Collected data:
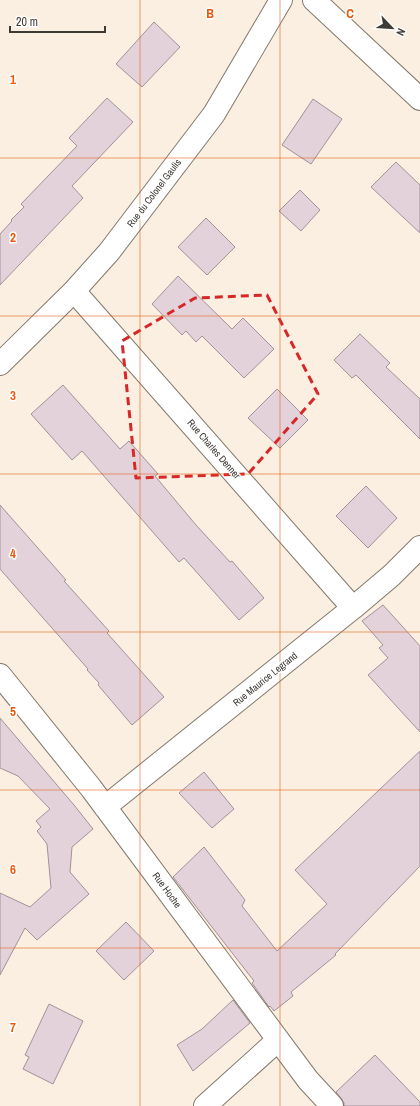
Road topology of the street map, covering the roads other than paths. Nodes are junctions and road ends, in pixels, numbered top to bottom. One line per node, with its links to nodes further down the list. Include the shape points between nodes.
1 (281, 0): 4 (street, Rue du Colonel Gaulis, via 214,114 109,252)
2 (314, 0): 3 (street)
3 (420, 99)
4 (74, 291): 5 (street, Rue du Colonel Gaulis); 7 (street, Rue Charles Denner)
5 (0, 364)
6 (420, 547): 7 (street, Rue Maurice Legrand)
7 (353, 608): 9 (street, Rue Maurice Legrand)
8 (0, 675): 9 (street, Rue Hoche)
9 (105, 807): 10 (street, Rue Hoche)
10 (278, 1040): 11 (street); 12 (street, Rue Hoche, via 308,1080)
11 (205, 1106)
12 (332, 1106)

- _Work instruction_
Write the lines above out again exactly, without any of their pictures.

- _Your solution_
Road topology of the street map, covering the roads other than paths. Nodes are junctions and road ends, in pixels, numbered top to bottom. One line per node, with its links to nodes further down the list. Include the shape points between nodes.
1 (281, 0): 4 (street, Rue du Colonel Gaulis, via 214,114 109,252)
2 (314, 0): 3 (street)
3 (420, 99)
4 (74, 291): 5 (street, Rue du Colonel Gaulis); 7 (street, Rue Charles Denner)
5 (0, 364)
6 (420, 547): 7 (street, Rue Maurice Legrand)
7 (353, 608): 9 (street, Rue Maurice Legrand)
8 (0, 675): 9 (street, Rue Hoche)
9 (105, 807): 10 (street, Rue Hoche)
10 (278, 1040): 11 (street); 12 (street, Rue Hoche, via 308,1080)
11 (205, 1106)
12 (332, 1106)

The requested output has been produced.